One thing you have probably noted you cannot take care of the mind piecemeal; you cannot do it. If you try to get rid of one mischief of the mind you will find other mischiefs have become strengthened. You have to work on all fronts at once. Go easy about it, but work on all fronts steadily. Worldly desires and emotions go hand in hand. If a person seeks the things of the world, things of the senses, you will find he is also very emotional. He becomes moody; if anything is said against him, for days he is under a cloud. All kinds of ugly feelings run through his heart; he cannot control them.

You have to say to yourself: The mind is not I, it is an instrument and I am going to straighten it. What I am has nothing to do with the state of my mind.’ If you ask, What am I then? Am I something vacant or empty, if I am not the mind or the states of the mind?’ Well, the scriptures all tell you what you are, but if you do not want to bother about the scriptures, try to feel that you are someone who is not mixed up with the states of the mind.
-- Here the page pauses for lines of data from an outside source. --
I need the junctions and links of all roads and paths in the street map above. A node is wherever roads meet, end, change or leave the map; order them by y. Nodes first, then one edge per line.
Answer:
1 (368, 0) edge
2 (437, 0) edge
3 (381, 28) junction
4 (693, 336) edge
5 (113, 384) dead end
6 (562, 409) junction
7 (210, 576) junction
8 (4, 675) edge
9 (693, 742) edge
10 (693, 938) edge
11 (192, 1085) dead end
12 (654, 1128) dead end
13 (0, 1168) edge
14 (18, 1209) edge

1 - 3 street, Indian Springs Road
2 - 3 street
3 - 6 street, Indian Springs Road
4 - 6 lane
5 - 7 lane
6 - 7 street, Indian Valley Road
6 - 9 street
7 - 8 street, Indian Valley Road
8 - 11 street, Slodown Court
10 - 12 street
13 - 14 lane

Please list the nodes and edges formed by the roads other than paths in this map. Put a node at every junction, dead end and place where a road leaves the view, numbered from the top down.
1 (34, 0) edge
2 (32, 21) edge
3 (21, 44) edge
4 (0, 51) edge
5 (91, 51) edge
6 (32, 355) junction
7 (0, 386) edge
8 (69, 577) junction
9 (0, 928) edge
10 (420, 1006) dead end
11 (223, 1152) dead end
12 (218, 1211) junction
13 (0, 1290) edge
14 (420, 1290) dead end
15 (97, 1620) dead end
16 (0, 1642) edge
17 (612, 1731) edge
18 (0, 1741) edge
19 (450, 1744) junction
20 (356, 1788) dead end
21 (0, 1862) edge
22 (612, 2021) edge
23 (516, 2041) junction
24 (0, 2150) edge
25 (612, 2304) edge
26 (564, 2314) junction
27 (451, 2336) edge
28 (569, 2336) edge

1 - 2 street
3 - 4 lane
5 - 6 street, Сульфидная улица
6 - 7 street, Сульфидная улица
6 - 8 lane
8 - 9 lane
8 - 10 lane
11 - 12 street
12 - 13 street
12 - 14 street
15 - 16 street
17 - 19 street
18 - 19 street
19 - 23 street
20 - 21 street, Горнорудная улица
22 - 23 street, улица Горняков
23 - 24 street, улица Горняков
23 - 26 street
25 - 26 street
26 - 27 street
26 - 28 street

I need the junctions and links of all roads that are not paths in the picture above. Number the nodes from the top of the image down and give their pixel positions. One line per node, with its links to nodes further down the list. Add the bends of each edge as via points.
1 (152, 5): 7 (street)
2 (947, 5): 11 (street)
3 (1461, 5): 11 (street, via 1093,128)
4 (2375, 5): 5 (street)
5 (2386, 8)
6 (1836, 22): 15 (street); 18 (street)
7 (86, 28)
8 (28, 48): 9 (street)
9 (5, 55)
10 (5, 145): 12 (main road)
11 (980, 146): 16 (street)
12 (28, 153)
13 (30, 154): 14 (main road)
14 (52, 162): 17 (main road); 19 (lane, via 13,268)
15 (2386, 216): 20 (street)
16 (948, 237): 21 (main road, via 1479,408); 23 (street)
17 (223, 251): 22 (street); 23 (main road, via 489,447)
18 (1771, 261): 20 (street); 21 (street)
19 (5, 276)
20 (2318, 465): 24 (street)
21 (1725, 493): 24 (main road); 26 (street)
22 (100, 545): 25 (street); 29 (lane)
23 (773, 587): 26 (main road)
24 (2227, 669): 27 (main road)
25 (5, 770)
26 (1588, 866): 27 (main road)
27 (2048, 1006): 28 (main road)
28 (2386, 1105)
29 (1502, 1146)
Gradually learn to do that. That has been called the practice of detachment, anasakti. Learn to become a witness, a saksi, a spectator of things; don’t get mixed up with things; remain calm and quiet and poised. You will feel a wonderful peace within you; there will occasionally come glimpses of your own existence, which is infinitely superior to any state of mind.

But let me repeat, you cannot realize this state if you give a free rein to your desires. You have to study them; you may find that some are dutiful, that is to say, they serve a good purpose. But even there you have to ask yourself how long you can go on fulfilling them. You will have to examine them from time to time, because what might have appeared good at one time may no longer appear good to you. It is all very well when you are a little child to play and break things, but when you have grown up, you cannot do that. So you have to examine your desires and slowly bring them under control.